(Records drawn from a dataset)
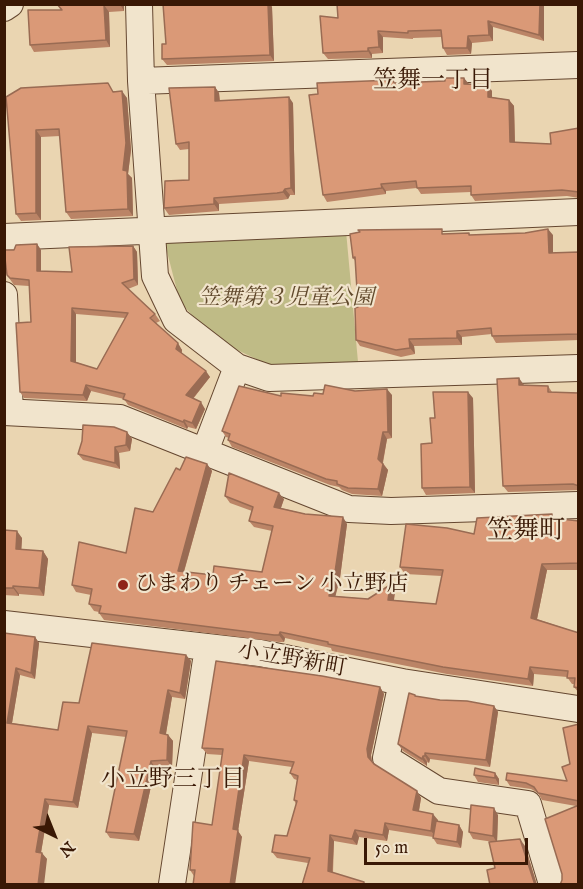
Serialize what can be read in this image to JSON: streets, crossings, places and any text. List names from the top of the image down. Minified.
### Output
{"streets":{"street":["小立野新町"]},"districts":["笠舞一丁目","笠舞町","小立野三丁目"],"parks":["笠舞第３児童公園"],"places":["ひまわり チェーン 小立野店"],"scale_bar":"50 m","north":"bottom right"}
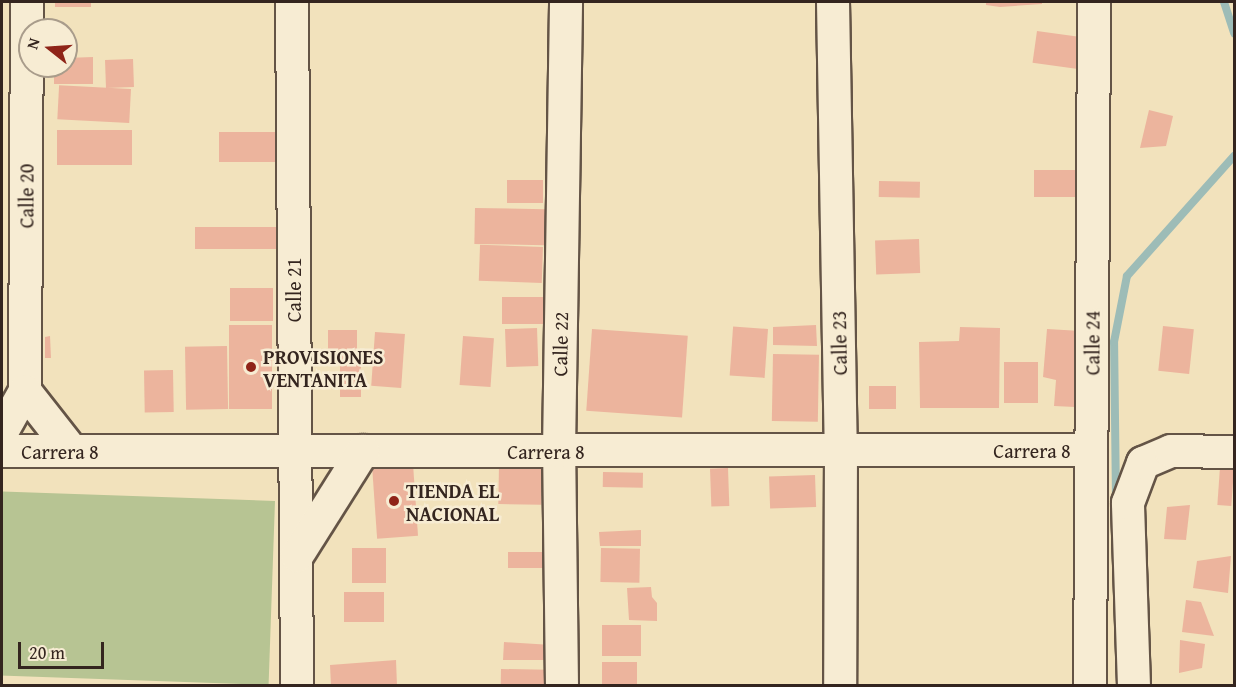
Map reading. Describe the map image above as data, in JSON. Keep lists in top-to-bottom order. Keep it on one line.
{"streets":{"street":["Calle 20","Calle 21","Calle 23","Calle 24","Calle 22","Carrera 8"]},"crossings":[["Calle 21","Carrera 8"],["Calle 23","Carrera 8"],["Calle 24","Carrera 8"],["Calle 22","Carrera 8"]],"places":["PROVISIONES VENTANITA","TIENDA EL NACIONAL"],"scale_bar":"20 m","north":"left"}
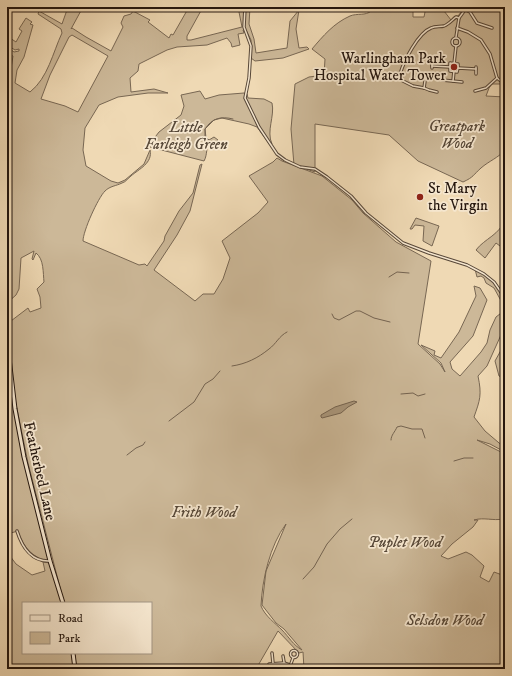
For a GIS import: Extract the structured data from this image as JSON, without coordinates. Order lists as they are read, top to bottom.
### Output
{
  "streets": {
    "street": ["Featherbed Lane"]
  },
  "parks": [
    "Greatpark Wood",
    "Little Farleigh Green",
    "Frith Wood",
    "Puplet Wood",
    "Selsdon Wood"
  ],
  "places": ["Warlingham Park Hospital Water Tower", "St Mary the Virgin"],
  "legend": ["Road", "Park"]
}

## TASK OBJECTIVE
Your task is to repeat the opening line of the entries above and each line after it, ending with the line that has "For a GIS import: Extract". Do not include the pictures.

## RESPONSE
Serialize what can be read in this image to JSON: streets, crossings, places and any text. List names from the top of the image down. Minified.
### Output
{"streets":{"street":["小立野新町"]},"districts":["笠舞一丁目","笠舞町","小立野三丁目"],"parks":["笠舞第３児童公園"],"places":["ひまわり チェーン 小立野店"],"scale_bar":"50 m","north":"bottom right"}
Map reading. Describe the map image above as data, in JSON. Keep lists in top-to-bottom order. Keep it on one line.
{"streets":{"street":["Calle 20","Calle 21","Calle 23","Calle 24","Calle 22","Carrera 8"]},"crossings":[["Calle 21","Carrera 8"],["Calle 23","Carrera 8"],["Calle 24","Carrera 8"],["Calle 22","Carrera 8"]],"places":["PROVISIONES VENTANITA","TIENDA EL NACIONAL"],"scale_bar":"20 m","north":"left"}
For a GIS import: Extract the structured data from this image as JSON, without coordinates. Order lists as they are read, top to bottom.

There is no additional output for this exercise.